__Work instruction__
List each line of the data in which the string "edges" appears.

** Given records follows **

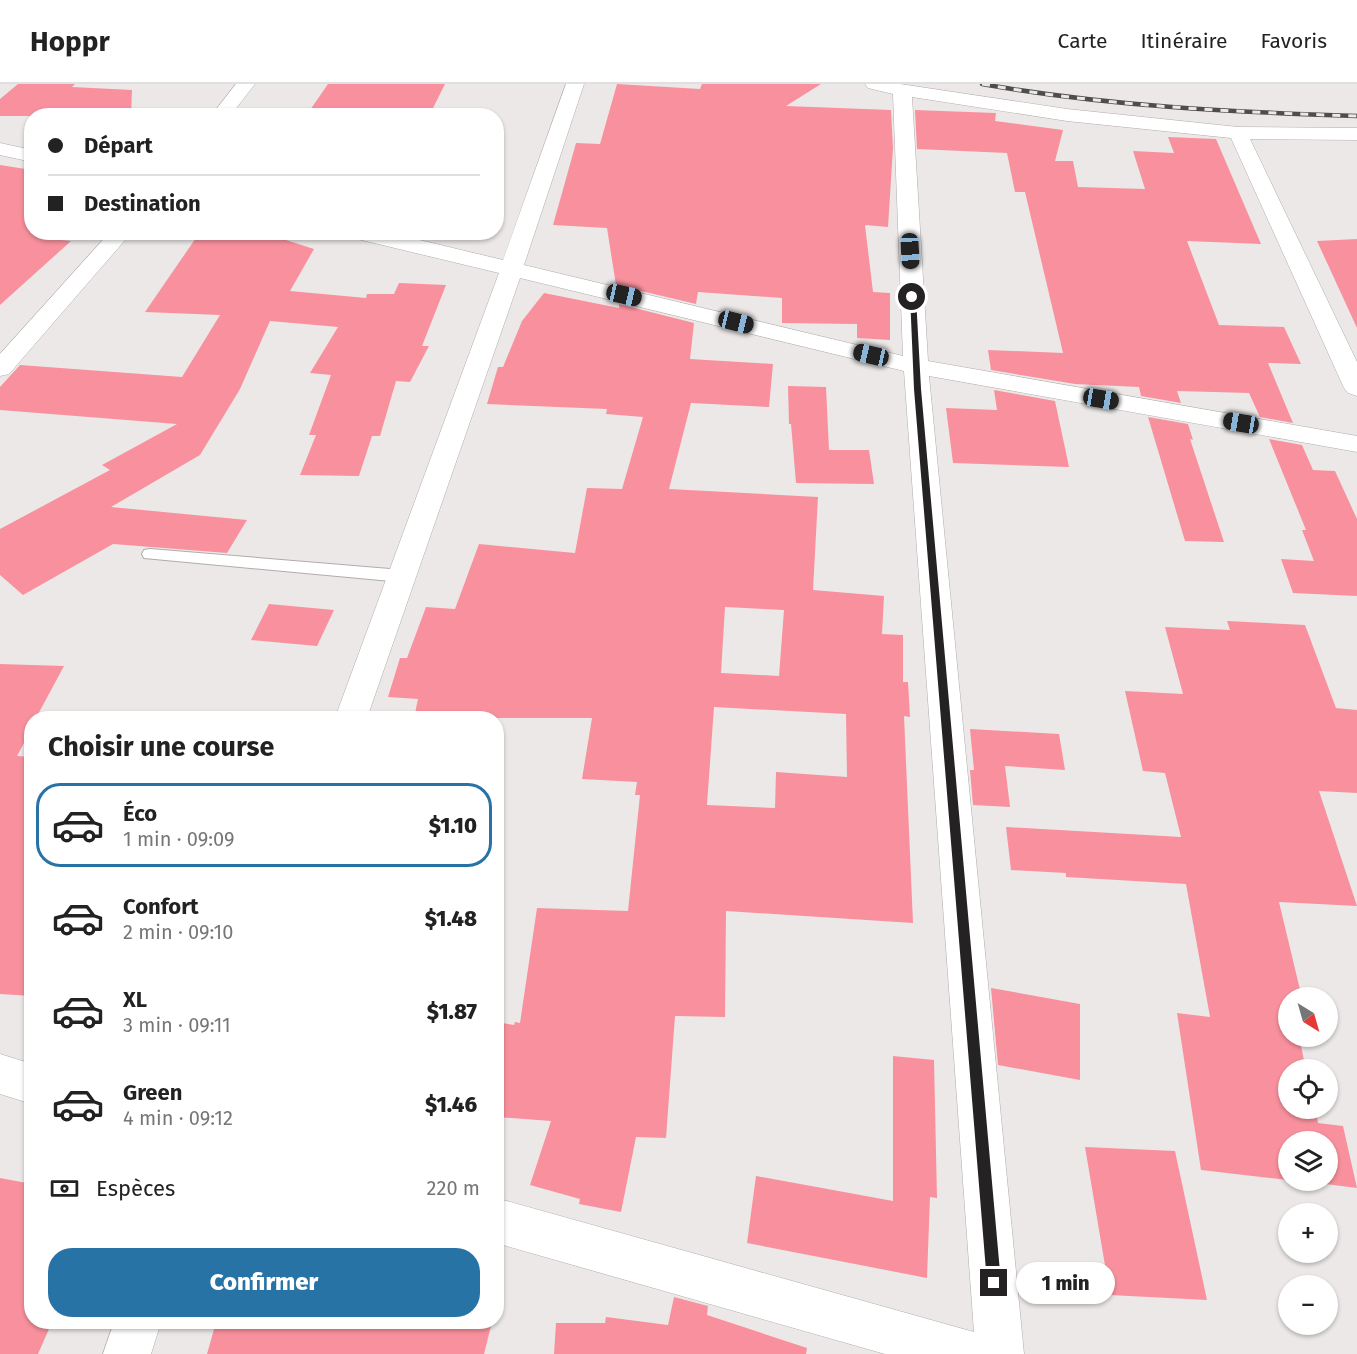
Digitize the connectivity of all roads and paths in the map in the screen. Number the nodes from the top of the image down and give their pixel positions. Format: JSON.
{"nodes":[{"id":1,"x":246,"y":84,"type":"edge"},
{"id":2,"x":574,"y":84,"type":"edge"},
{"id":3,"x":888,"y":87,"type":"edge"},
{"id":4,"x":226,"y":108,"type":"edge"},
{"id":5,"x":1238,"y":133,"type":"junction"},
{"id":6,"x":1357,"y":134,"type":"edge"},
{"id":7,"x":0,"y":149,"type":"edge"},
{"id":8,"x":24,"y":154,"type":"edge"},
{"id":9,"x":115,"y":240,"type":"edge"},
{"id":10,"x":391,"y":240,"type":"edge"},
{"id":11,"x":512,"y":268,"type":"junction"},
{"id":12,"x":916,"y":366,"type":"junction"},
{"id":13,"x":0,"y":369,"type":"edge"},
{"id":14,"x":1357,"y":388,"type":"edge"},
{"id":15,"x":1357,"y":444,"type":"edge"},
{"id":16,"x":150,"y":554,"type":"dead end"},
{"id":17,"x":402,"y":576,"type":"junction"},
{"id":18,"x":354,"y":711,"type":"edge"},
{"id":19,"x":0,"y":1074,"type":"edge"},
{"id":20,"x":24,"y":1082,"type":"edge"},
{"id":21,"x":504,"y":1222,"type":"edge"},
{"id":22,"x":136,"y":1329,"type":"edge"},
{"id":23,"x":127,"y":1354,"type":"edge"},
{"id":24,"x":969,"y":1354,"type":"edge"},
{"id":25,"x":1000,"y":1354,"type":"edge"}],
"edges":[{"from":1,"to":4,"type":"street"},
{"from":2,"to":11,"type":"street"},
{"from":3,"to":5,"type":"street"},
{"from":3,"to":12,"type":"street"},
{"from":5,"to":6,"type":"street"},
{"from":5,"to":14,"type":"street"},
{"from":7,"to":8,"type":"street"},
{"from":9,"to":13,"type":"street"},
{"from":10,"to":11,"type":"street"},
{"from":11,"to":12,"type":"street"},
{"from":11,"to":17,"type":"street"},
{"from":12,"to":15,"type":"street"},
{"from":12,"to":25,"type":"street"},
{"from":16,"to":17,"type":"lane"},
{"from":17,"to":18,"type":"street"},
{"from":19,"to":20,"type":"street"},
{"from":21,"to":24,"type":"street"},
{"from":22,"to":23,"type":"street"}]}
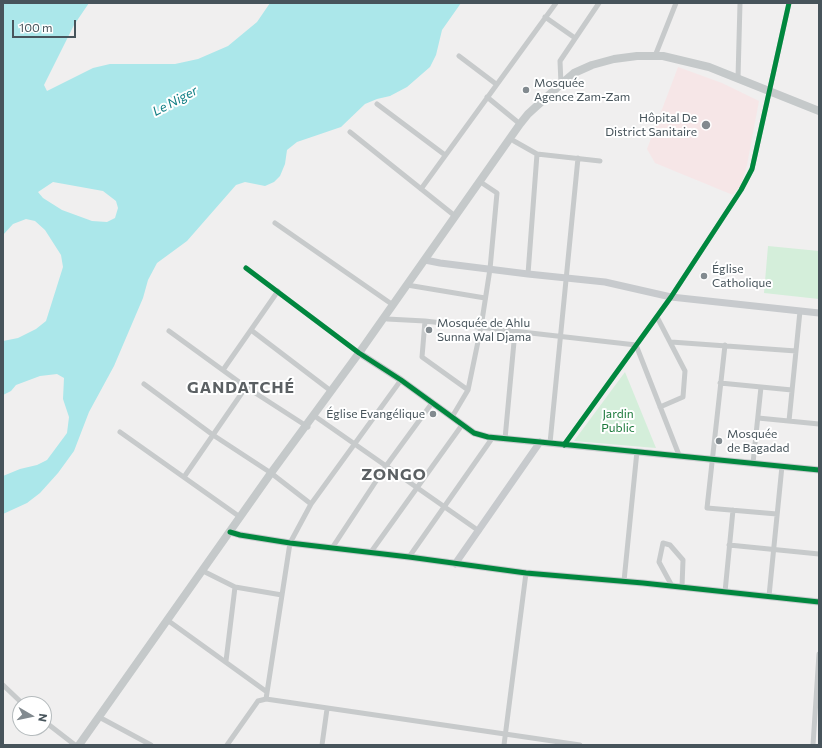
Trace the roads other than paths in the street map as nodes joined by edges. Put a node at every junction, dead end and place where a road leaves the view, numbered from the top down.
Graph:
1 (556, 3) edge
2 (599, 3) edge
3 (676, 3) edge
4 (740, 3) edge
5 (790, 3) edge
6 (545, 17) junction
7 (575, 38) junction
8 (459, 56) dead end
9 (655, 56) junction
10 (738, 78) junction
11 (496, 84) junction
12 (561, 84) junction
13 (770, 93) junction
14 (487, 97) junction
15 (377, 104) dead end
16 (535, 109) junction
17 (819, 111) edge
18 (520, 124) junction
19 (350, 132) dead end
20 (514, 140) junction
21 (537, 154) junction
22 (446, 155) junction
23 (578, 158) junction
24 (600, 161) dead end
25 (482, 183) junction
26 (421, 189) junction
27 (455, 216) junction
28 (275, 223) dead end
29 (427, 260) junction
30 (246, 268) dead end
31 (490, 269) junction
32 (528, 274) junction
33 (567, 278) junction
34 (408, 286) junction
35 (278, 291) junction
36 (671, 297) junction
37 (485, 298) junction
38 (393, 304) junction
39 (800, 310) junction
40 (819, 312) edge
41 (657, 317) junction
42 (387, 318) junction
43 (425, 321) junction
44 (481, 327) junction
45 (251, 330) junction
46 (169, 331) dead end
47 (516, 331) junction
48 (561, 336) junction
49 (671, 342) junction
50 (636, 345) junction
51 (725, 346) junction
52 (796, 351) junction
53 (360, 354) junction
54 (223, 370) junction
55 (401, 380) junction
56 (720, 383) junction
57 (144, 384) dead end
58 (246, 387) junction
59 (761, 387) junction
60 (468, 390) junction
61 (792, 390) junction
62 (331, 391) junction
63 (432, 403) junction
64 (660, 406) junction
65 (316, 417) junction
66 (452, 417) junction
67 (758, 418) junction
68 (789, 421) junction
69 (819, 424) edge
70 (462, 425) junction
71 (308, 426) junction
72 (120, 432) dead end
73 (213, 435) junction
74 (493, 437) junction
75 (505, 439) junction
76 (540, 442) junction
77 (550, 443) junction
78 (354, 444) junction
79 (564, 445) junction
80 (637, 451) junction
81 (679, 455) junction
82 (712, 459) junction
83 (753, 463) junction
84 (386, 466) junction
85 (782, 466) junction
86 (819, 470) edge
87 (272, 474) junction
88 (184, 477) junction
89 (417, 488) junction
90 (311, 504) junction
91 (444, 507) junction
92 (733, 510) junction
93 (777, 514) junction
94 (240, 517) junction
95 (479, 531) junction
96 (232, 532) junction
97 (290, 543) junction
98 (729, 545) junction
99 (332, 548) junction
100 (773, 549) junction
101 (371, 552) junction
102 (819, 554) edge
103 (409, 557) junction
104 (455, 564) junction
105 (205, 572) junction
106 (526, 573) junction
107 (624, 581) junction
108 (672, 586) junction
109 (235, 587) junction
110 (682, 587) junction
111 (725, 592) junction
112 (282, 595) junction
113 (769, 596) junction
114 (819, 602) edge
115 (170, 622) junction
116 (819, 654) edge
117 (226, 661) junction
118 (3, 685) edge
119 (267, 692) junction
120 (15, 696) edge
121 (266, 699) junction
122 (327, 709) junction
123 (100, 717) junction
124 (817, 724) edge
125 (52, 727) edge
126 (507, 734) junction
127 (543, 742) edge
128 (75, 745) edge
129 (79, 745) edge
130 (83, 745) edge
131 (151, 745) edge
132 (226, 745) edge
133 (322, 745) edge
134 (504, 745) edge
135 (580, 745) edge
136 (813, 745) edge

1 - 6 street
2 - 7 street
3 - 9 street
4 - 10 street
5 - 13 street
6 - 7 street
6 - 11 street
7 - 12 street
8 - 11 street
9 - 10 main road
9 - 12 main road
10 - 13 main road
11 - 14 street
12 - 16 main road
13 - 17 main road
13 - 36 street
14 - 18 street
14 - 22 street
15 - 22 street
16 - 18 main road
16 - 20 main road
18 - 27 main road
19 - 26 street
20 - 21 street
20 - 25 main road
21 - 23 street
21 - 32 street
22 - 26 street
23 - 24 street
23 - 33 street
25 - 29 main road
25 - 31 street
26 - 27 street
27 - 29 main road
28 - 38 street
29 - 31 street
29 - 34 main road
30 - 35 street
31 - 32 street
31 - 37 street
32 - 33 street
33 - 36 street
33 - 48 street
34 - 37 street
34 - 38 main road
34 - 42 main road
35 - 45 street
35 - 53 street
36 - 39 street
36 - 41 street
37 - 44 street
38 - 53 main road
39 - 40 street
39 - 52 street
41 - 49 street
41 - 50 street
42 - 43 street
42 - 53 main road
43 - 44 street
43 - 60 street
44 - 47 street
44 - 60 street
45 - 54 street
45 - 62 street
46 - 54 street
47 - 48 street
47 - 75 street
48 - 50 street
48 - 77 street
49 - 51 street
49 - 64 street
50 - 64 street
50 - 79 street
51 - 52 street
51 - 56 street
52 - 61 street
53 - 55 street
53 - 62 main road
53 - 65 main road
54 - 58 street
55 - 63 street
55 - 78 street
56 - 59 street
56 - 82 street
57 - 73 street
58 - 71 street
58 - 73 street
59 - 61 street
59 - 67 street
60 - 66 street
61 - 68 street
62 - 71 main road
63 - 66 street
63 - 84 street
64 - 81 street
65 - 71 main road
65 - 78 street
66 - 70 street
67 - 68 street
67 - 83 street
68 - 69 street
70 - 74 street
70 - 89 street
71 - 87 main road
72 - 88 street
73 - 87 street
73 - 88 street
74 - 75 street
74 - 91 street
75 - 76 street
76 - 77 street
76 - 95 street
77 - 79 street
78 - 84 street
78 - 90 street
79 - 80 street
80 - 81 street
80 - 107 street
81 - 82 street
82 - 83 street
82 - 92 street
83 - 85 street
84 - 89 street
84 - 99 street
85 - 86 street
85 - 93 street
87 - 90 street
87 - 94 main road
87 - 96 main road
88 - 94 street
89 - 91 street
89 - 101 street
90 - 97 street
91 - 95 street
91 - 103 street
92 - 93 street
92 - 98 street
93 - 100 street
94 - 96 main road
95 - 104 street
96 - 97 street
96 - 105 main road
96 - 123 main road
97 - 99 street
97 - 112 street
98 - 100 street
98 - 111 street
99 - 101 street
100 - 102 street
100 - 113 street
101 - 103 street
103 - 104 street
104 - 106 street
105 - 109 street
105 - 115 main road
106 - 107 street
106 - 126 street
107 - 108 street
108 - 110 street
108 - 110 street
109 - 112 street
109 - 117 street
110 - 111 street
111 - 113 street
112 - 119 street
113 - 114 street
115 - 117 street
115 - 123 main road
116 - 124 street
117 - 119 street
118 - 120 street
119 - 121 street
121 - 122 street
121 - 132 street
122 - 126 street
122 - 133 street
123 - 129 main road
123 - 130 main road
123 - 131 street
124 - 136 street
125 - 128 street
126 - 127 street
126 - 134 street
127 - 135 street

** End of Given records **

__Response below__
"edges":[{"from":1,"to":4,"type":"street"},
Trace the roads other than paths in the street map as nodes joined by edges. Put a node at every junction, dead end and place where a road leaves the view, numbered from the top down.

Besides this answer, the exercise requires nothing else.